▸ **Entries shown**:

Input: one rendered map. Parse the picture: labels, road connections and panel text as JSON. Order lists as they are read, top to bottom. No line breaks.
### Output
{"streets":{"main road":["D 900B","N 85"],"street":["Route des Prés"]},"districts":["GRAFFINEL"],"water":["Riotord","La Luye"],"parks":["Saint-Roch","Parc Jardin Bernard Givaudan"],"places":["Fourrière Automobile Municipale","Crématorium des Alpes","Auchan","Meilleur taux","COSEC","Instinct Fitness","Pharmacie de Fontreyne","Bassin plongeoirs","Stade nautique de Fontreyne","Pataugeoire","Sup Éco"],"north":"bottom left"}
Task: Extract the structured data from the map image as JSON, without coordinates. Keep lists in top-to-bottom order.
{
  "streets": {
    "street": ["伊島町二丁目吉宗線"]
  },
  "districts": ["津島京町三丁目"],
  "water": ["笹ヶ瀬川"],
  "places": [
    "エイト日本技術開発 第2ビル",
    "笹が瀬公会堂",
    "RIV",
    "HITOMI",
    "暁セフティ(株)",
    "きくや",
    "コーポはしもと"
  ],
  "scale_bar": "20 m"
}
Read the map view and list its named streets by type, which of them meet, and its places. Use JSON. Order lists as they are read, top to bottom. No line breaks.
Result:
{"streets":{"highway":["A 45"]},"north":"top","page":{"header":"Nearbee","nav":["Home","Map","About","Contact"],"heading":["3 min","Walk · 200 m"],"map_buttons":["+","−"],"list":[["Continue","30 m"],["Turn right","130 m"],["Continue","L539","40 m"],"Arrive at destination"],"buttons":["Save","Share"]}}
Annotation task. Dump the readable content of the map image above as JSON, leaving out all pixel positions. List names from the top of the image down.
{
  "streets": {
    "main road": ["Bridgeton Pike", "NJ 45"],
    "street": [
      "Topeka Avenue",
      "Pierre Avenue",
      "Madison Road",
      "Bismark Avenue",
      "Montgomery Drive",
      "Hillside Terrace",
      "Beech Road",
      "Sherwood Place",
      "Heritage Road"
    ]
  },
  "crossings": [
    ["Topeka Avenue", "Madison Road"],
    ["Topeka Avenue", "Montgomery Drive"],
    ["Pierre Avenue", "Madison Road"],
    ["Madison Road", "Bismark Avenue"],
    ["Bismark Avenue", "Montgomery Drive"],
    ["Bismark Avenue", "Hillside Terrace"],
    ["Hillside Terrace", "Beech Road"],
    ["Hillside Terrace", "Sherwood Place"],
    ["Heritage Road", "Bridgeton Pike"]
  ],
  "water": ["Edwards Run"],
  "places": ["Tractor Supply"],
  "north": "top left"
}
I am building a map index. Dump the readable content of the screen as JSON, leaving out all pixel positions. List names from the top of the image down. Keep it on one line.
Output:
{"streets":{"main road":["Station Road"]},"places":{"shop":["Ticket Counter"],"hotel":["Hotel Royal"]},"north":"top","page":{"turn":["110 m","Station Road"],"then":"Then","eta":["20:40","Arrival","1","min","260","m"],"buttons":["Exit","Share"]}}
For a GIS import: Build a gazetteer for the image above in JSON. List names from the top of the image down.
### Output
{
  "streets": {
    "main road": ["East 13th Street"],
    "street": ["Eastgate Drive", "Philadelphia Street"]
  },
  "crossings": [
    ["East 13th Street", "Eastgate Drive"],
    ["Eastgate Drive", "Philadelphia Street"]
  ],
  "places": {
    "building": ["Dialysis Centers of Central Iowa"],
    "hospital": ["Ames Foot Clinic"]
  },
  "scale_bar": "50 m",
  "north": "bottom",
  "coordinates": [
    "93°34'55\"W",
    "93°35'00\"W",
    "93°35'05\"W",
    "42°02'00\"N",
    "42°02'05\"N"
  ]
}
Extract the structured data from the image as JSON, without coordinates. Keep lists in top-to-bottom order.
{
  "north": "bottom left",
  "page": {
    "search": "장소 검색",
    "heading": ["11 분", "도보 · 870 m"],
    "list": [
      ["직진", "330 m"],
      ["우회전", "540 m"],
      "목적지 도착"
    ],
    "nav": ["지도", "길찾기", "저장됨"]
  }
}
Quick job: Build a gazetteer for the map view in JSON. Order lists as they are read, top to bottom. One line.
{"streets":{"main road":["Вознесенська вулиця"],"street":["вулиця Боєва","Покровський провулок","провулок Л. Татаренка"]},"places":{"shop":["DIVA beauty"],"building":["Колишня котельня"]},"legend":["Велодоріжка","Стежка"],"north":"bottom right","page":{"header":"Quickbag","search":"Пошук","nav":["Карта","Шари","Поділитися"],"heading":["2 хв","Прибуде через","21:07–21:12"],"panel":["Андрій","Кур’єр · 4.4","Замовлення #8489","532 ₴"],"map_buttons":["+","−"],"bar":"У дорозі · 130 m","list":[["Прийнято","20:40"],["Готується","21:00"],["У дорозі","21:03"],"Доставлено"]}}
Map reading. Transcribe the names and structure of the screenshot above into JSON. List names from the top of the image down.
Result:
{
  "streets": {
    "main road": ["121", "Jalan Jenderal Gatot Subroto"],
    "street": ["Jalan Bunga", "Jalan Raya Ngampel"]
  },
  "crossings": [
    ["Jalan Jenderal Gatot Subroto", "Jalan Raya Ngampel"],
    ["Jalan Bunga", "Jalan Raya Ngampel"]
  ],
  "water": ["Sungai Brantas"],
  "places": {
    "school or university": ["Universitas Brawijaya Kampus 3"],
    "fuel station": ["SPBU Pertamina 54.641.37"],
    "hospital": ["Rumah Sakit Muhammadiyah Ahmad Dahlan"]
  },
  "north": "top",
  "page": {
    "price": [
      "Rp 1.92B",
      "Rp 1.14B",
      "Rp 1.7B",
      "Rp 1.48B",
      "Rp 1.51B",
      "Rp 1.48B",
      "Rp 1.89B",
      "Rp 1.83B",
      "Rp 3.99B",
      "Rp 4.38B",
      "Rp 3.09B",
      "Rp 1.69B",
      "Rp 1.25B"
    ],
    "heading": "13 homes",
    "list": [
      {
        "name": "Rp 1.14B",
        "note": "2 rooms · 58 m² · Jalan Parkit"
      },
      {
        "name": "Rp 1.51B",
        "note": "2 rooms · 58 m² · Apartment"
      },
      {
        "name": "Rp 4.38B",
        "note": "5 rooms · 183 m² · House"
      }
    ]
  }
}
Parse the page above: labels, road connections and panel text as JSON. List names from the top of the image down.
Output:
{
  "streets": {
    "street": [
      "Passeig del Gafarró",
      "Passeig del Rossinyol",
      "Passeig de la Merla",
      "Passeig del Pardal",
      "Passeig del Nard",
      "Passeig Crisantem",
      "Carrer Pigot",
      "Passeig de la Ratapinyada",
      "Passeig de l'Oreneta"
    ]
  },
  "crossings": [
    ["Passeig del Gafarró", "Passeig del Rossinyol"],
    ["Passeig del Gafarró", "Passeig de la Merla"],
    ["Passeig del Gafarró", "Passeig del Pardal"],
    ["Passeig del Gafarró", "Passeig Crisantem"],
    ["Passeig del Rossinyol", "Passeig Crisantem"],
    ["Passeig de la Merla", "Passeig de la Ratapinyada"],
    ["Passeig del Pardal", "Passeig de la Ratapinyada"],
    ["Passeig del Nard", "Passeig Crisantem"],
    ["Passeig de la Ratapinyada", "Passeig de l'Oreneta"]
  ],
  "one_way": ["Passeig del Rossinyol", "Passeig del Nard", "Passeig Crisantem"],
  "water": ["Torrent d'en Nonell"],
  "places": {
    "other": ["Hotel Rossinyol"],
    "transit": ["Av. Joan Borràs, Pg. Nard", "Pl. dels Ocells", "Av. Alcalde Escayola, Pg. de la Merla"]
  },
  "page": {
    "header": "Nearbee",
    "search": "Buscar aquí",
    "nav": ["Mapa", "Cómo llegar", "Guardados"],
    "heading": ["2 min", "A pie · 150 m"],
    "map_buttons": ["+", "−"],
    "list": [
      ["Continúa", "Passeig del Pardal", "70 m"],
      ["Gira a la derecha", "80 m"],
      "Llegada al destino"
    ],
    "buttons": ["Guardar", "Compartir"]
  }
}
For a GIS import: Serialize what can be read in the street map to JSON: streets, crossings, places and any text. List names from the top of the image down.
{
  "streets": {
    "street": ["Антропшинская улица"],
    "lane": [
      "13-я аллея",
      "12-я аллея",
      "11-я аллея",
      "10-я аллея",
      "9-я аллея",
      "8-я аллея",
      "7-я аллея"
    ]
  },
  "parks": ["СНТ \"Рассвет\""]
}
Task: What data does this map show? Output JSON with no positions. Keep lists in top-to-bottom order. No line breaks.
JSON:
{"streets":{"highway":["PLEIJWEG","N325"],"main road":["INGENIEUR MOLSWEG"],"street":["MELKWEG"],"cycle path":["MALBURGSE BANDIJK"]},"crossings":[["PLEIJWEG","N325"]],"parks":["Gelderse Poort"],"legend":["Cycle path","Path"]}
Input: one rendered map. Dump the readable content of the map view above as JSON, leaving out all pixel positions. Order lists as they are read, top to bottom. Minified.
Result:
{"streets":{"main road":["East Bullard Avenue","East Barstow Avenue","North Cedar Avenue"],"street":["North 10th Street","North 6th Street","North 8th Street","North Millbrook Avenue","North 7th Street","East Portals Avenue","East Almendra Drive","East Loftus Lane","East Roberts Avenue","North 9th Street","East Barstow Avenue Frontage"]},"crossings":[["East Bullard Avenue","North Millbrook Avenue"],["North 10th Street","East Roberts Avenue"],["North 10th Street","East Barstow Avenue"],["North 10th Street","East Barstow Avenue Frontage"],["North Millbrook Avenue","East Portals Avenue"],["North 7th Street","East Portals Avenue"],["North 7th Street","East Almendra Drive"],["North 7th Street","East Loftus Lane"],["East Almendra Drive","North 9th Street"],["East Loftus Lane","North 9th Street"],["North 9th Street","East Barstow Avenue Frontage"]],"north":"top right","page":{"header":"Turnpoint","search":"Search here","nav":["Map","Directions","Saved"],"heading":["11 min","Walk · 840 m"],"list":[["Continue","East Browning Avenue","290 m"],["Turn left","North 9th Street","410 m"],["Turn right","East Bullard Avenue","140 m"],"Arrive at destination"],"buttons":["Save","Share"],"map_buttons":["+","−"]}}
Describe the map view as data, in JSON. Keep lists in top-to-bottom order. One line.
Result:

▸ **Problem to solve**:
From the data above, copy each line where the string "connections" appears.

▸ **Output for this exercise**:
Input: one rendered map. Parse the picture: labels, road connections and panel text as JSON. Order lists as they are read, top to bottom. No line breaks.
Parse the page above: labels, road connections and panel text as JSON. List names from the top of the image down.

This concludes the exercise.